◆ What is required ◆
Search the records for the word "Include" and copy each line in which it appears.

◆ Supplied records ◆
○ ○ ○ ○ ○

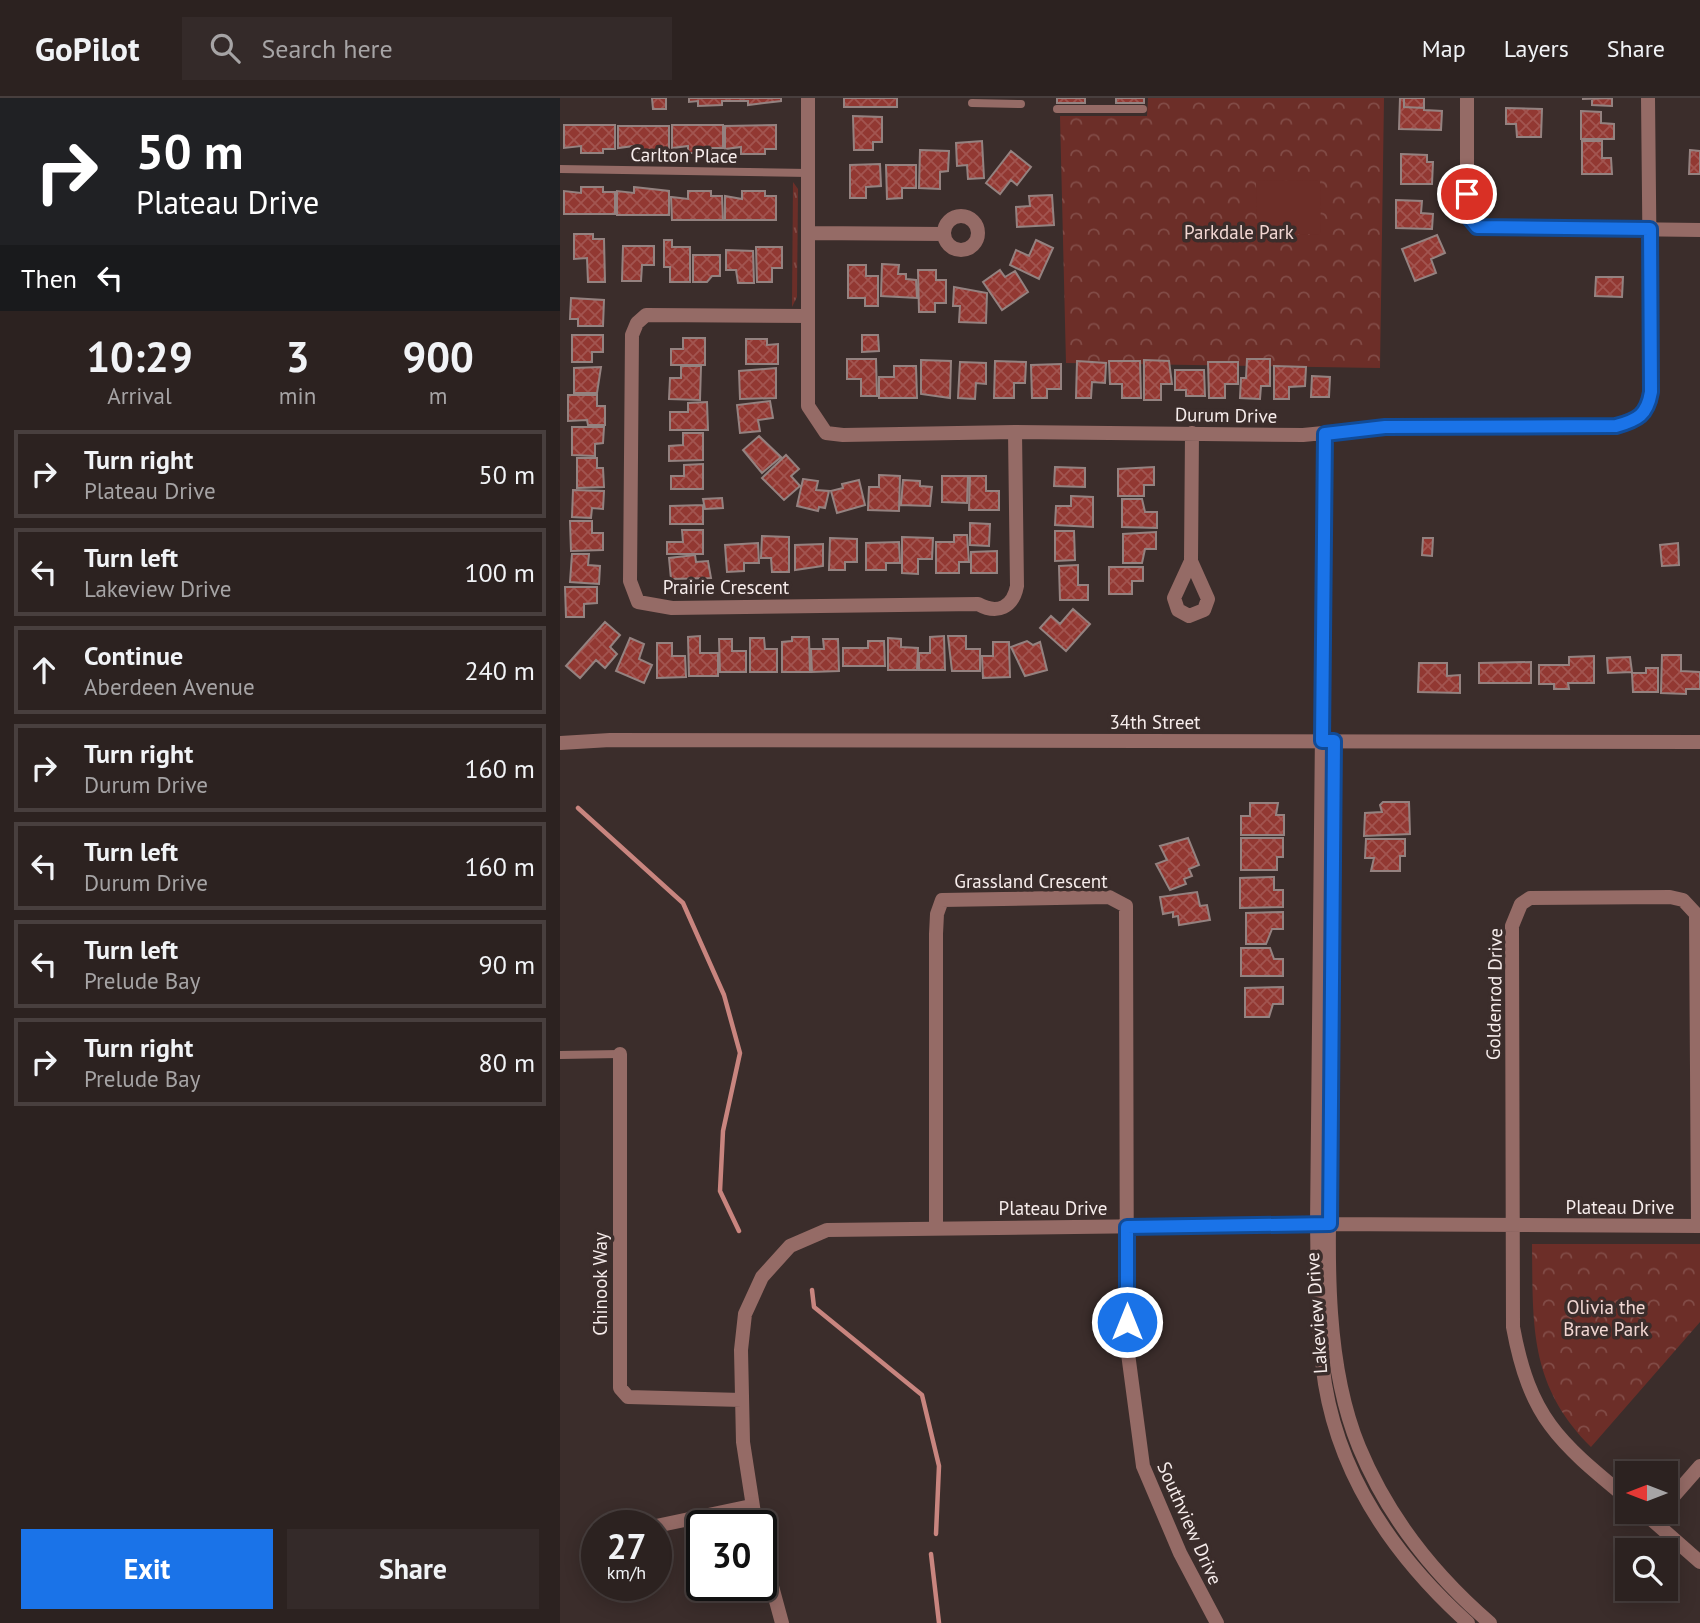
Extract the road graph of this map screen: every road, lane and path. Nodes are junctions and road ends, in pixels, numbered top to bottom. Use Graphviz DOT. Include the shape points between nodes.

○ ○ ○ ○ ○

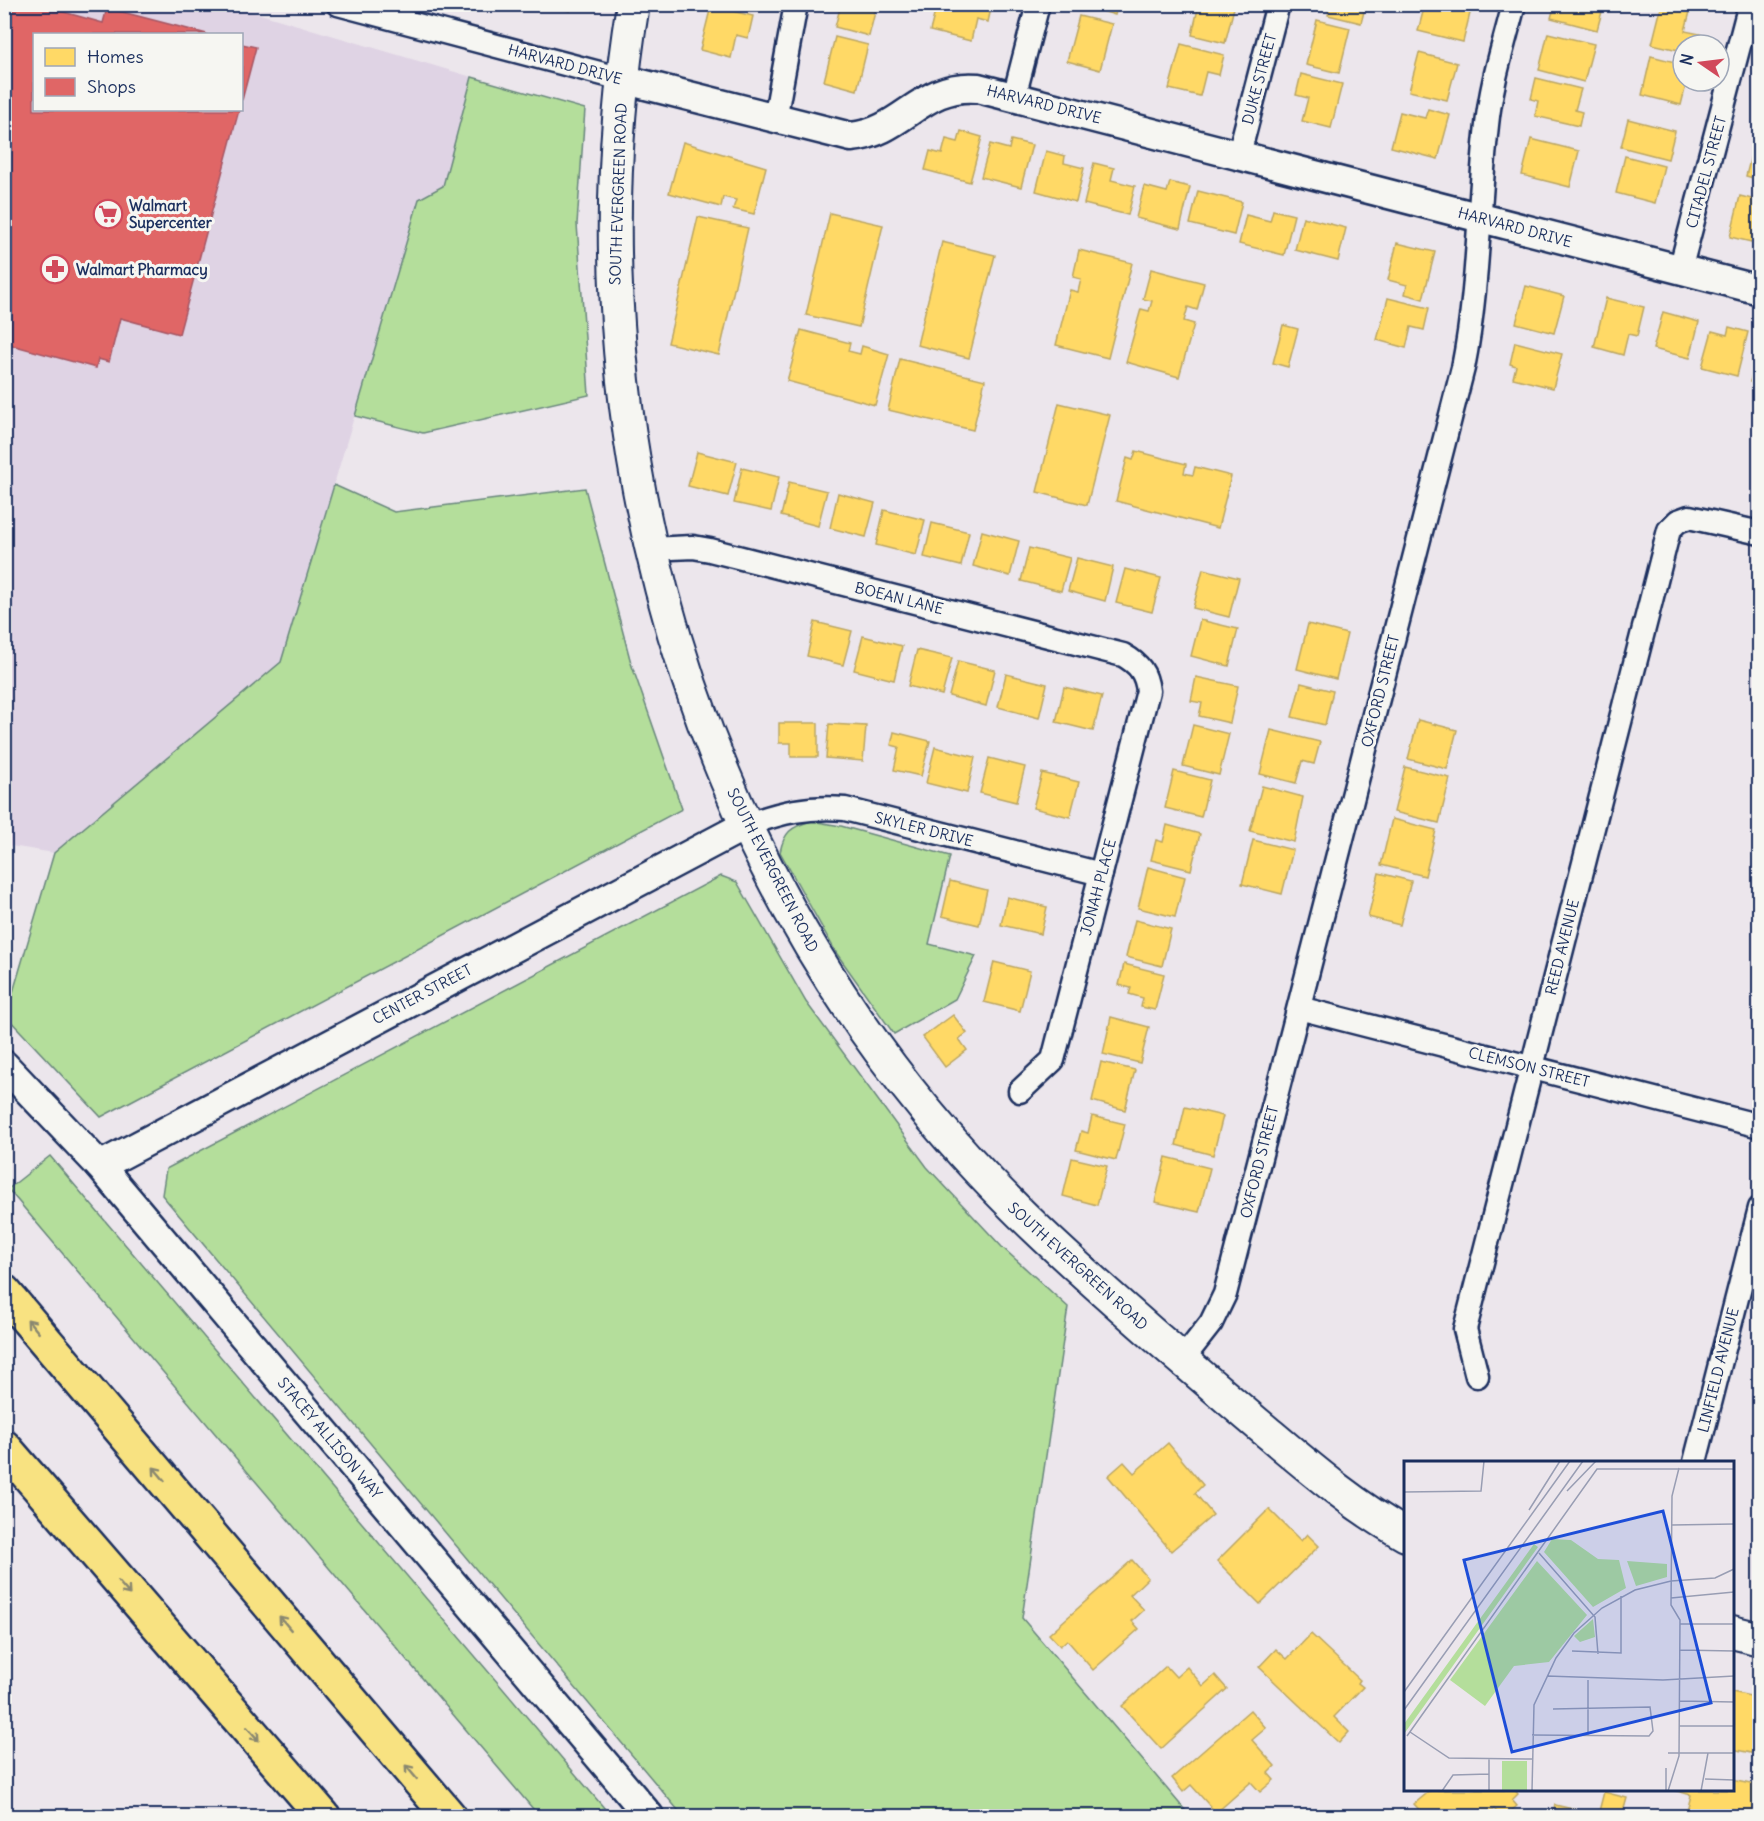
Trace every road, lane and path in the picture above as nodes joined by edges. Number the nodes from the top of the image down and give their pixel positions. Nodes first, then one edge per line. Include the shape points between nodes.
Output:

○ ○ ○ ○ ○

◆ Written response ◆
Extract the road graph of this map screen: every road, lane and path. Nodes are junctions and road ends, in pixels, numbered top to bottom. Use Graphviz DOT. Include the shape points between nodes.
Trace every road, lane and path in the picture above as nodes joined by edges. Number the nodes from the top of the image down and give their pixel positions. Nodes first, then one edge per line. Include the shape points between nodes.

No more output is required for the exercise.